* **WHAT YOU SHOULD DO**: Could each entry below be written out exactly, with every picture dropped?

========================================================================

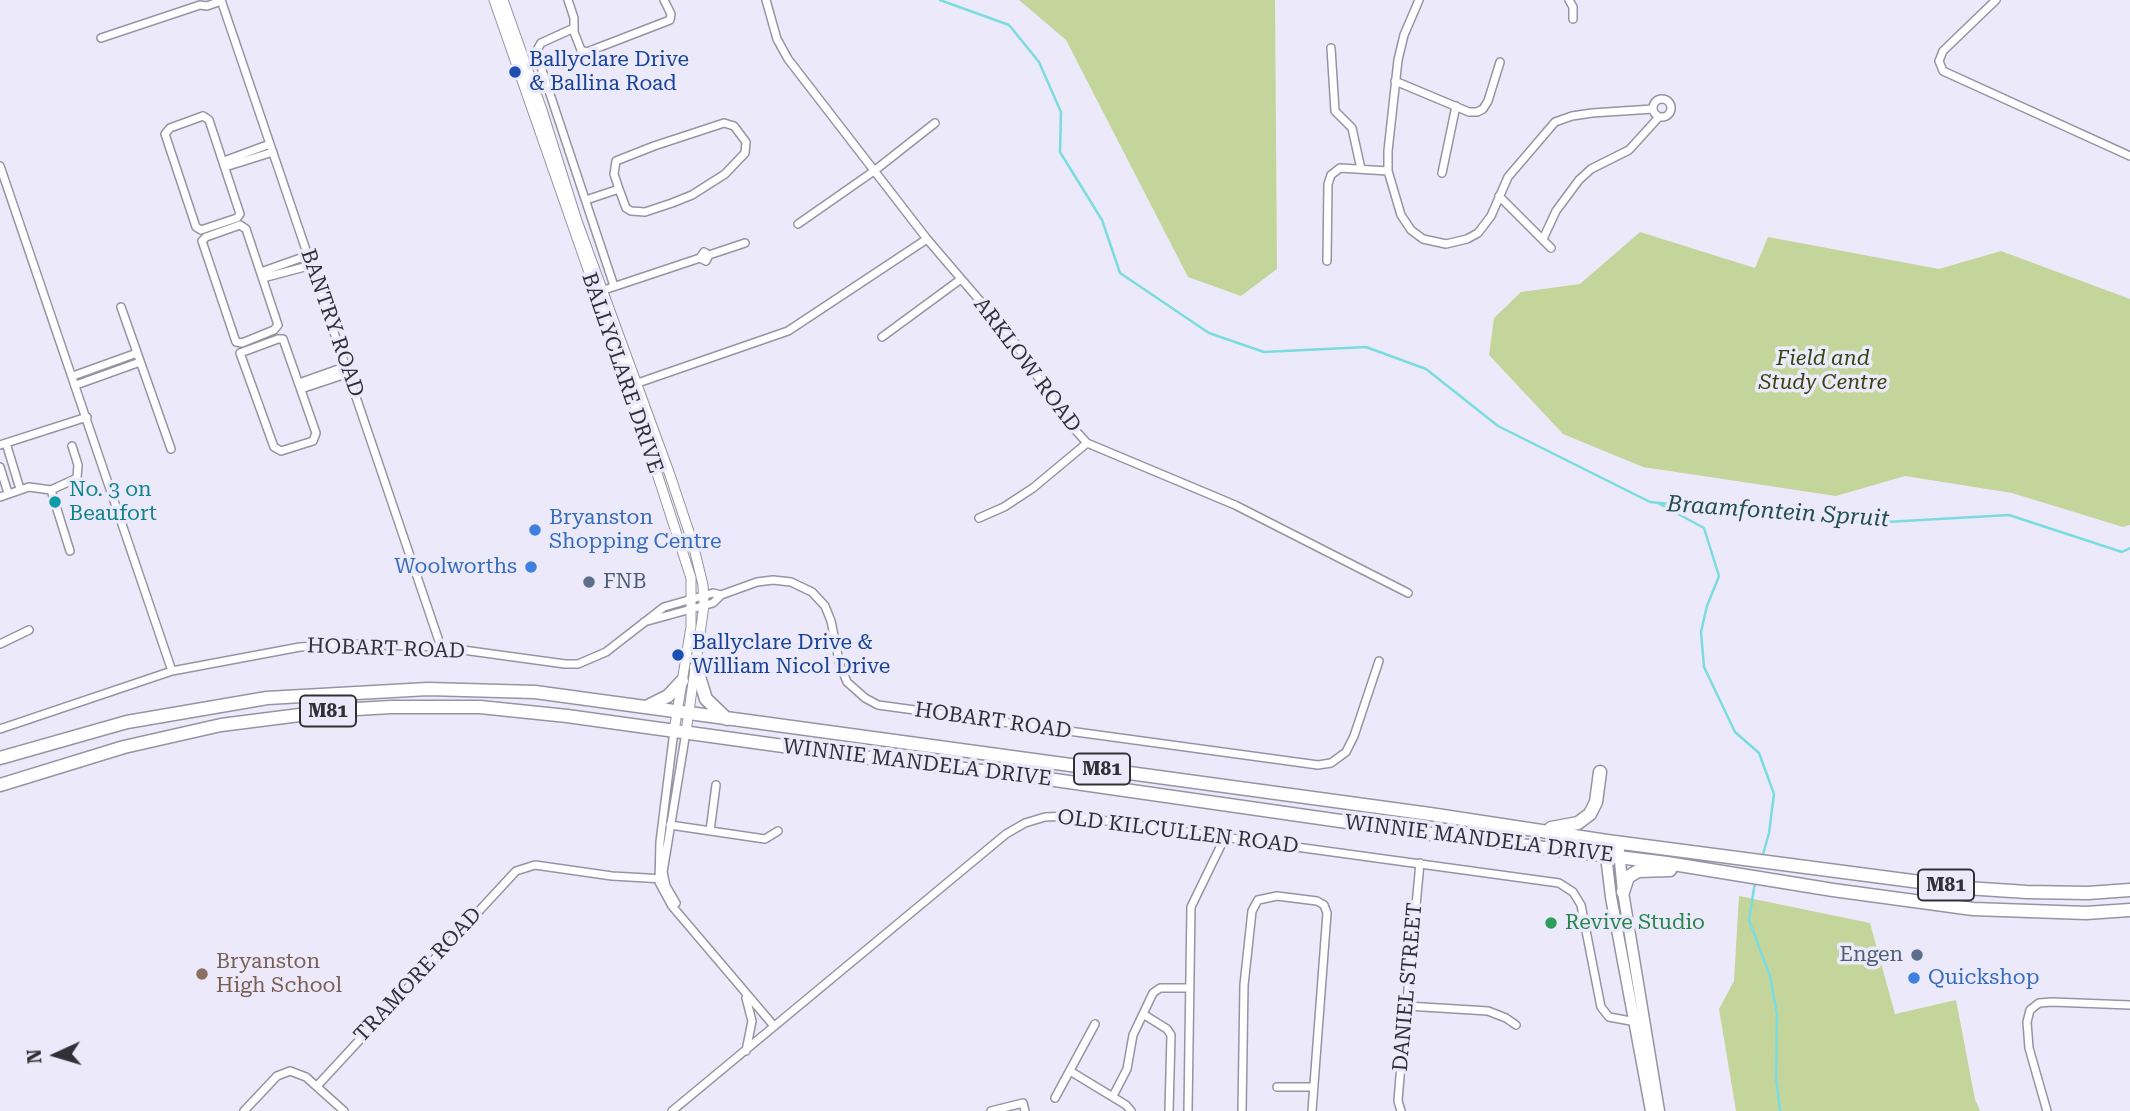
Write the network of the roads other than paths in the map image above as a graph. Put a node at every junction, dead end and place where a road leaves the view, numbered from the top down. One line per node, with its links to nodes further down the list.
1 (494, 0): 45 (street, BALLYCLARE DRIVE)
2 (503, 0): 45 (street, BALLYCLARE DRIVE)
3 (568, 0): 12 (street)
4 (664, 0): 12 (street)
5 (766, 0): 27 (street, ARKLOW ROAD)
6 (1419, 0): 16 (street)
7 (1569, 0): 11 (street)
8 (1996, 0): 23 (street)
9 (221, 1): 10 (street); 21 (street, BANTRY ROAD)
10 (202, 3): 13 (street)
11 (1573, 19)
12 (574, 28): 33 (street)
13 (101, 38)
14 (1331, 48): 26 (street)
15 (1500, 62): 17 (street)
16 (1395, 81): 17 (street); 28 (street)
17 (1456, 106): 29 (street)
18 (1653, 109): 19 (street); 19 (street); 32 (street)
19 (1659, 117): 36 (street)
20 (935, 123): 27 (street)
21 (270, 144): 22 (street, BANTRY ROAD); 24 (street)
22 (274, 152): 24 (street); 39 (street, BANTRY ROAD)
23 (2130, 156)
24 (225, 164): 24 (street)
25 (0, 166): 30 (street)
26 (1361, 169): 28 (street); 40 (street)
27 (874, 171): 34 (street); 35 (street, ARKLOW ROAD)
28 (1388, 171): 32 (street)
29 (1442, 173)
30 (2, 176): 51 (street)
31 (619, 189): 31 (street); 33 (street)
32 (1499, 196): 36 (street)
33 (586, 200): 44 (street)
34 (798, 224)
35 (927, 239): 43 (street, ARKLOW ROAD); 53 (street)
36 (1544, 239): 38 (street)
37 (745, 243): 44 (street)
38 (1551, 248)
39 (309, 255): 41 (street, BANTRY ROAD); 42 (street)
40 (1327, 261)
41 (313, 265): 42 (street); 50 (street, BANTRY ROAD)
42 (262, 275): 42 (street)
43 (961, 279): 47 (street); 56 (street, ARKLOW ROAD)
44 (614, 286): 45 (street)
45 (598, 292): 53 (street, BALLYCLARE DRIVE)
46 (121, 307): 48 (street)
47 (882, 337)
48 (137, 353): 49 (street); 51 (street)
49 (140, 362): 52 (street); 59 (street)
50 (348, 370): 54 (street); 74 (street, BANTRY ROAD)
51 (73, 376): 52 (street)
52 (76, 385): 55 (street)
53 (633, 385): 68 (street, BALLYCLARE DRIVE); 69 (street, BALLYCLARE DRIVE)
54 (300, 386): 54 (street)
55 (87, 417): 57 (street); 77 (street)
56 (1087, 443): 65 (street); 67 (street, ARKLOW ROAD)
57 (3, 444): 61 (street)
58 (72, 446): 62 (street)
59 (171, 450)
60 (0, 467): 63 (street)
61 (20, 489): 62 (street); 63 (street)
62 (51, 490): 66 (street)
63 (8, 493): 64 (street)
64 (0, 496)
65 (979, 518)
66 (70, 551)
67 (1408, 593)
68 (692, 598): 69 (street, HOBART ROAD); 70 (street, BALLYCLARE DRIVE); 71 (street, HOBART ROAD)
69 (704, 600): 70 (street, HOBART ROAD); 75 (street, HOBART ROAD); 76 (street, BALLYCLARE DRIVE)
70 (692, 608): 71 (street, HOBART ROAD); 78 (street, BALLYCLARE DRIVE)
71 (644, 622): 74 (street, HOBART ROAD)
72 (30, 630): 73 (street)
73 (0, 644)
74 (441, 647): 77 (street, HOBART ROAD)
75 (1378, 661)
76 (696, 667): 80 (street, BALLYCLARE DRIVE); 81 (main road)
77 (172, 671): 82 (street, HOBART ROAD)
78 (682, 681): 79 (main road); 80 (street, BALLYCLARE DRIVE)
79 (645, 707): 80 (main road, WINNIE MANDELA DRIVE / M81); 84 (main road, WINNIE MANDELA DRIVE / M81)
80 (683, 713): 81 (main road, WINNIE MANDELA DRIVE / M81); 83 (street, BALLYCLARE DRIVE)
81 (727, 719): 89 (main road, WINNIE MANDELA DRIVE / M81)
82 (0, 729)
83 (680, 732): 86 (main road, WINNIE MANDELA DRIVE / M81); 88 (street, BALLYCLARE DRIVE); 94 (main road, WINNIE MANDELA DRIVE / M81); 97 (street, BALLYCLARE DRIVE)
84 (0, 758)
85 (1600, 772): 89 (main road)
86 (0, 785)
87 (716, 785): 90 (street)
88 (670, 825): 90 (street); 97 (street, BALLYCLARE DRIVE)
89 (1537, 830): 93 (main road, WINNIE MANDELA DRIVE / M81)
90 (710, 831): 91 (street)
91 (778, 831)
92 (1225, 836): 95 (street, OLD KILCULLEN ROAD); 101 (street); 109 (street, OLD KILCULLEN ROAD)
93 (1613, 841): 94 (main road); 98 (main road, WINNIE MANDELA DRIVE / M81)
94 (1613, 856): 96 (main road, WINNIE MANDELA DRIVE / M81); 99 (main road); 106 (main road)
95 (1420, 863): 104 (street, DANIEL STREET); 106 (street, OLD KILCULLEN ROAD)
96 (1705, 870): 99 (main road); 100 (main road, WINNIE MANDELA DRIVE / M81)
97 (661, 878): 102 (street); 112 (street, TRAMORE ROAD)
98 (2130, 890)
99 (1623, 892): 106 (main road)
100 (2130, 910)
101 (1189, 988): 105 (street); 124 (street)
102 (744, 992): 109 (street); 110 (street)
103 (2130, 1004): 130 (street)
104 (1407, 1006): 108 (street); 127 (street, DANIEL STREET)
105 (1143, 1014): 115 (street); 123 (street)
106 (1639, 1022): 128 (main road); 129 (main road)
107 (1094, 1024): 111 (street)
108 (1517, 1025)
109 (774, 1026): 110 (street, OLD KILCULLEN ROAD)
110 (745, 1052): 119 (street, OLD KILCULLEN ROAD)
111 (1070, 1071): 115 (street); 116 (street)
112 (317, 1086): 117 (street); 118 (street)
113 (1277, 1087): 114 (street)
114 (1314, 1087): 125 (street); 126 (street)
115 (1113, 1096): 122 (street)
116 (1055, 1098)
117 (244, 1111)
118 (344, 1111)
119 (673, 1111)
120 (991, 1111): 121 (street)
121 (1025, 1111)
122 (1131, 1111)
123 (1169, 1111)
124 (1188, 1111)
125 (1242, 1111)
126 (1312, 1111)
127 (1401, 1111)
128 (1651, 1111)
129 (1659, 1111)
130 (2047, 1111)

========================================================================

* **ANSWER AREA**:
Write the network of the roads other than paths in the map image above as a graph. Put a node at every junction, dead end and place where a road leaves the view, numbered from the top down. One line per node, with its links to nodes further down the list.
1 (494, 0): 45 (street, BALLYCLARE DRIVE)
2 (503, 0): 45 (street, BALLYCLARE DRIVE)
3 (568, 0): 12 (street)
4 (664, 0): 12 (street)
5 (766, 0): 27 (street, ARKLOW ROAD)
6 (1419, 0): 16 (street)
7 (1569, 0): 11 (street)
8 (1996, 0): 23 (street)
9 (221, 1): 10 (street); 21 (street, BANTRY ROAD)
10 (202, 3): 13 (street)
11 (1573, 19)
12 (574, 28): 33 (street)
13 (101, 38)
14 (1331, 48): 26 (street)
15 (1500, 62): 17 (street)
16 (1395, 81): 17 (street); 28 (street)
17 (1456, 106): 29 (street)
18 (1653, 109): 19 (street); 19 (street); 32 (street)
19 (1659, 117): 36 (street)
20 (935, 123): 27 (street)
21 (270, 144): 22 (street, BANTRY ROAD); 24 (street)
22 (274, 152): 24 (street); 39 (street, BANTRY ROAD)
23 (2130, 156)
24 (225, 164): 24 (street)
25 (0, 166): 30 (street)
26 (1361, 169): 28 (street); 40 (street)
27 (874, 171): 34 (street); 35 (street, ARKLOW ROAD)
28 (1388, 171): 32 (street)
29 (1442, 173)
30 (2, 176): 51 (street)
31 (619, 189): 31 (street); 33 (street)
32 (1499, 196): 36 (street)
33 (586, 200): 44 (street)
34 (798, 224)
35 (927, 239): 43 (street, ARKLOW ROAD); 53 (street)
36 (1544, 239): 38 (street)
37 (745, 243): 44 (street)
38 (1551, 248)
39 (309, 255): 41 (street, BANTRY ROAD); 42 (street)
40 (1327, 261)
41 (313, 265): 42 (street); 50 (street, BANTRY ROAD)
42 (262, 275): 42 (street)
43 (961, 279): 47 (street); 56 (street, ARKLOW ROAD)
44 (614, 286): 45 (street)
45 (598, 292): 53 (street, BALLYCLARE DRIVE)
46 (121, 307): 48 (street)
47 (882, 337)
48 (137, 353): 49 (street); 51 (street)
49 (140, 362): 52 (street); 59 (street)
50 (348, 370): 54 (street); 74 (street, BANTRY ROAD)
51 (73, 376): 52 (street)
52 (76, 385): 55 (street)
53 (633, 385): 68 (street, BALLYCLARE DRIVE); 69 (street, BALLYCLARE DRIVE)
54 (300, 386): 54 (street)
55 (87, 417): 57 (street); 77 (street)
56 (1087, 443): 65 (street); 67 (street, ARKLOW ROAD)
57 (3, 444): 61 (street)
58 (72, 446): 62 (street)
59 (171, 450)
60 (0, 467): 63 (street)
61 (20, 489): 62 (street); 63 (street)
62 (51, 490): 66 (street)
63 (8, 493): 64 (street)
64 (0, 496)
65 (979, 518)
66 (70, 551)
67 (1408, 593)
68 (692, 598): 69 (street, HOBART ROAD); 70 (street, BALLYCLARE DRIVE); 71 (street, HOBART ROAD)
69 (704, 600): 70 (street, HOBART ROAD); 75 (street, HOBART ROAD); 76 (street, BALLYCLARE DRIVE)
70 (692, 608): 71 (street, HOBART ROAD); 78 (street, BALLYCLARE DRIVE)
71 (644, 622): 74 (street, HOBART ROAD)
72 (30, 630): 73 (street)
73 (0, 644)
74 (441, 647): 77 (street, HOBART ROAD)
75 (1378, 661)
76 (696, 667): 80 (street, BALLYCLARE DRIVE); 81 (main road)
77 (172, 671): 82 (street, HOBART ROAD)
78 (682, 681): 79 (main road); 80 (street, BALLYCLARE DRIVE)
79 (645, 707): 80 (main road, WINNIE MANDELA DRIVE / M81); 84 (main road, WINNIE MANDELA DRIVE / M81)
80 (683, 713): 81 (main road, WINNIE MANDELA DRIVE / M81); 83 (street, BALLYCLARE DRIVE)
81 (727, 719): 89 (main road, WINNIE MANDELA DRIVE / M81)
82 (0, 729)
83 (680, 732): 86 (main road, WINNIE MANDELA DRIVE / M81); 88 (street, BALLYCLARE DRIVE); 94 (main road, WINNIE MANDELA DRIVE / M81); 97 (street, BALLYCLARE DRIVE)
84 (0, 758)
85 (1600, 772): 89 (main road)
86 (0, 785)
87 (716, 785): 90 (street)
88 (670, 825): 90 (street); 97 (street, BALLYCLARE DRIVE)
89 (1537, 830): 93 (main road, WINNIE MANDELA DRIVE / M81)
90 (710, 831): 91 (street)
91 (778, 831)
92 (1225, 836): 95 (street, OLD KILCULLEN ROAD); 101 (street); 109 (street, OLD KILCULLEN ROAD)
93 (1613, 841): 94 (main road); 98 (main road, WINNIE MANDELA DRIVE / M81)
94 (1613, 856): 96 (main road, WINNIE MANDELA DRIVE / M81); 99 (main road); 106 (main road)
95 (1420, 863): 104 (street, DANIEL STREET); 106 (street, OLD KILCULLEN ROAD)
96 (1705, 870): 99 (main road); 100 (main road, WINNIE MANDELA DRIVE / M81)
97 (661, 878): 102 (street); 112 (street, TRAMORE ROAD)
98 (2130, 890)
99 (1623, 892): 106 (main road)
100 (2130, 910)
101 (1189, 988): 105 (street); 124 (street)
102 (744, 992): 109 (street); 110 (street)
103 (2130, 1004): 130 (street)
104 (1407, 1006): 108 (street); 127 (street, DANIEL STREET)
105 (1143, 1014): 115 (street); 123 (street)
106 (1639, 1022): 128 (main road); 129 (main road)
107 (1094, 1024): 111 (street)
108 (1517, 1025)
109 (774, 1026): 110 (street, OLD KILCULLEN ROAD)
110 (745, 1052): 119 (street, OLD KILCULLEN ROAD)
111 (1070, 1071): 115 (street); 116 (street)
112 (317, 1086): 117 (street); 118 (street)
113 (1277, 1087): 114 (street)
114 (1314, 1087): 125 (street); 126 (street)
115 (1113, 1096): 122 (street)
116 (1055, 1098)
117 (244, 1111)
118 (344, 1111)
119 (673, 1111)
120 (991, 1111): 121 (street)
121 (1025, 1111)
122 (1131, 1111)
123 (1169, 1111)
124 (1188, 1111)
125 (1242, 1111)
126 (1312, 1111)
127 (1401, 1111)
128 (1651, 1111)
129 (1659, 1111)
130 (2047, 1111)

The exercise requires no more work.